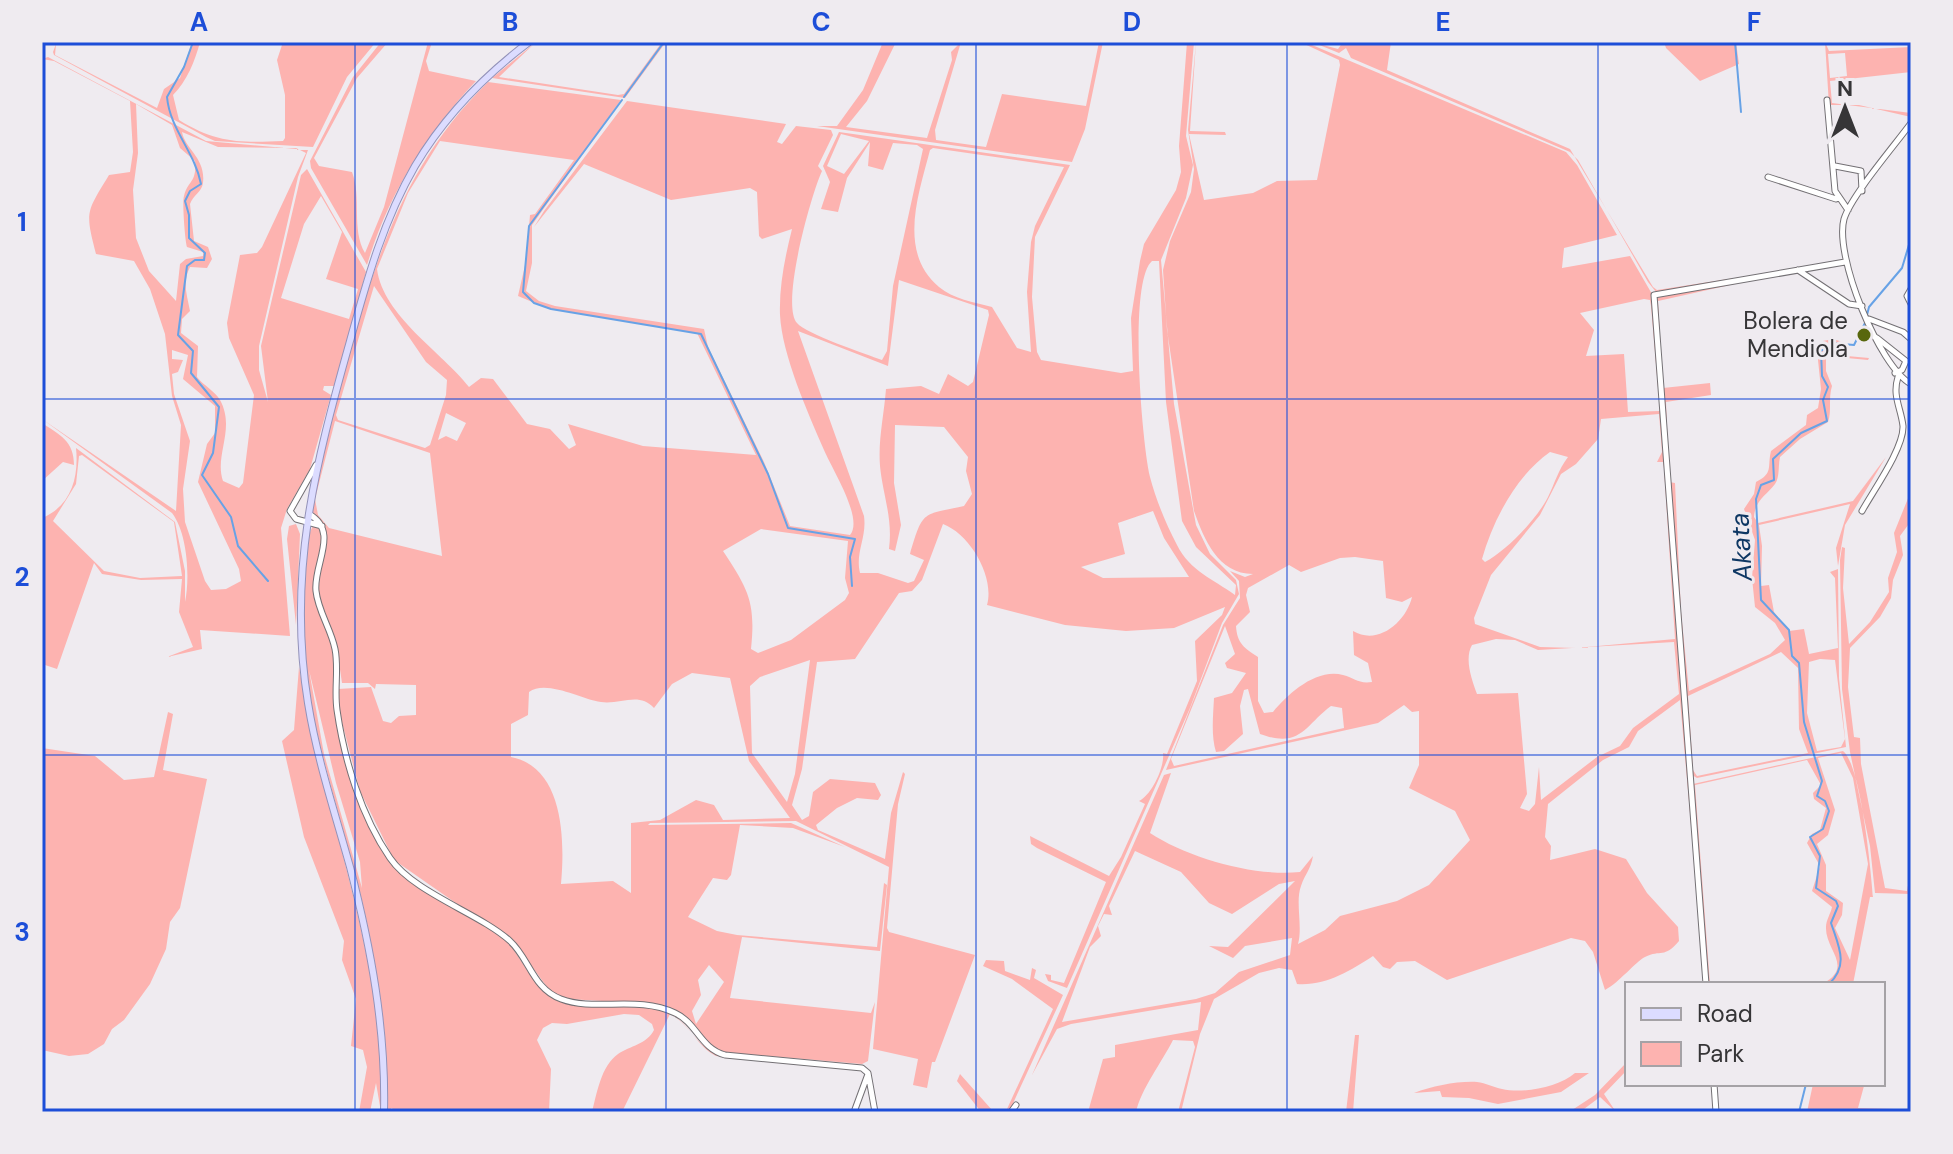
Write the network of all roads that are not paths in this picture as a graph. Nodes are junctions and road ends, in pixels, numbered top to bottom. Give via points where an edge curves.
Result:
1 (529, 42) edge
2 (1827, 100) dead end
3 (1911, 123) edge
4 (1835, 166) junction
5 (1768, 177) dead end
6 (1861, 193) junction
7 (1837, 199) junction
8 (1848, 210) junction
9 (1845, 262) junction
10 (1797, 270) junction
11 (1911, 289) edge
12 (1911, 304) edge
13 (1862, 306) junction
14 (1868, 318) junction
15 (1876, 338) junction
16 (1911, 339) edge
17 (1896, 375) junction
18 (1911, 383) edge
19 (316, 465) junction
20 (1862, 511) dead end
21 (306, 517) junction
22 (315, 523) junction
23 (323, 527) junction
24 (303, 539) junction
25 (1706, 982) edge
26 (868, 1073) junction
27 (1714, 1086) edge
28 (1016, 1105) dead end
29 (384, 1112) edge
30 (854, 1112) edge
31 (875, 1112) edge
32 (1011, 1112) edge
33 (1716, 1112) edge

1 - 19 main road via 457,108 397,199 374,256
2 - 4 street
3 - 6 street
4 - 6 street via 1861,171
4 - 7 street
5 - 7 street
6 - 8 street
7 - 8 street
8 - 9 street
9 - 10 street
9 - 13 street
10 - 13 street via 1849,304
10 - 25 street via 1654,295
11 - 12 street
13 - 14 street
14 - 15 street
14 - 16 street
15 - 17 street
15 - 17 street via 1906,361
17 - 18 street
17 - 20 street via 1902,432
19 - 21 main road
19 - 21 street via 290,511 296,519
21 - 22 street
21 - 23 street
21 - 24 main road
22 - 23 street
22 - 24 street
23 - 26 street via 315,588 335,651 337,711 359,795 395,864 507,938 536,980 557,998 636,1003 675,1013 710,1049 725,1055 839,1064
24 - 29 main road via 305,685 372,967
26 - 30 street
26 - 31 street
27 - 33 street
28 - 32 street

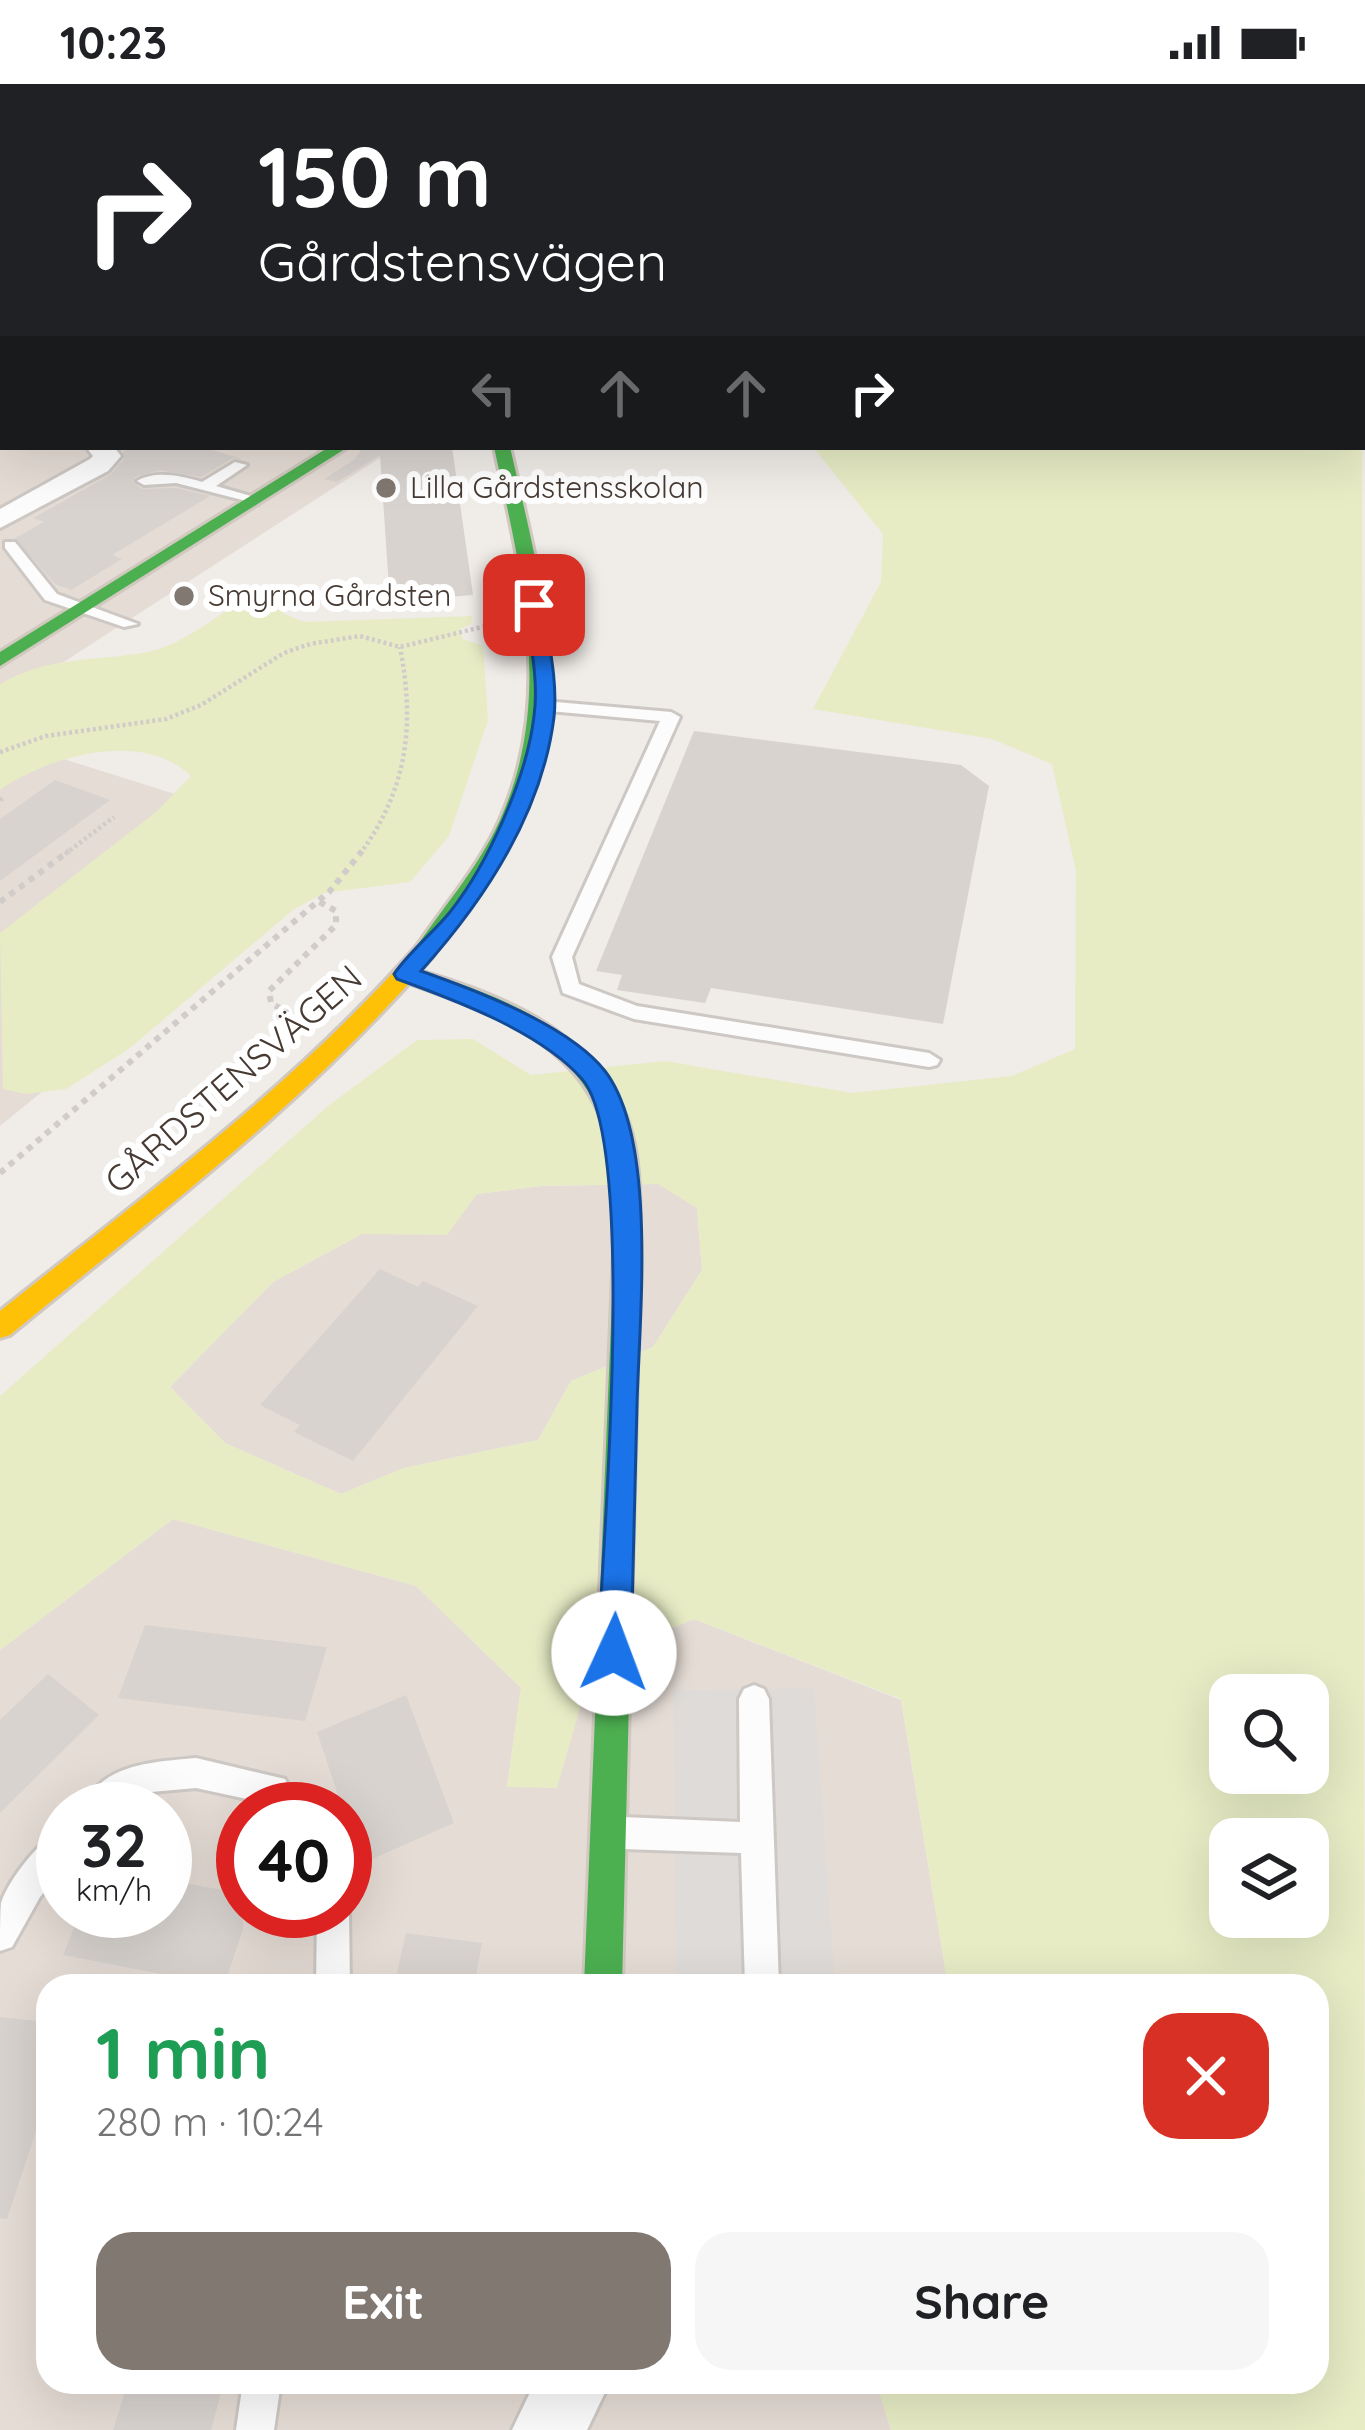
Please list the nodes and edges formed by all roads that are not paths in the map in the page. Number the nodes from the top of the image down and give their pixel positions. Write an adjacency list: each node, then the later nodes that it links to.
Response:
1 (102, 450): 8 (street)
2 (335, 450): 7 (street)
3 (503, 450): 12 (street, GÅRDSTENSVÄGEN)
4 (240, 465): 6 (lane)
5 (144, 481): 6 (lane)
6 (204, 487): 7 (lane)
7 (254, 501): 9 (street)
8 (5, 532): 9 (lane)
9 (82, 608): 10 (lane); 11 (street)
10 (130, 624)
11 (0, 660)
12 (544, 706): 13 (street, GÅRDSTENSVÄGEN); 14 (lane)
13 (405, 974): 15 (street, GÅRDSTENSVÄGEN); 19 (street)
14 (929, 1060)
15 (0, 1327)
16 (754, 1699): 20 (lane)
17 (130, 1782): 18 (lane)
18 (235, 1782)
19 (608, 1832): 20 (lane); 25 (street)
20 (756, 1838): 26 (lane)
21 (36, 1877): 22 (lane)
22 (0, 1935)
23 (333, 1938): 24 (lane)
24 (332, 1974)
25 (604, 1974)
26 (762, 1974)
27 (260, 2394): 29 (lane)
28 (568, 2394): 30 (street)
29 (255, 2430)
30 (548, 2430)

__________

Instructions for the task.
Say how many lines of these records hold the string "that", giving the number and no other words.

Answer below.
2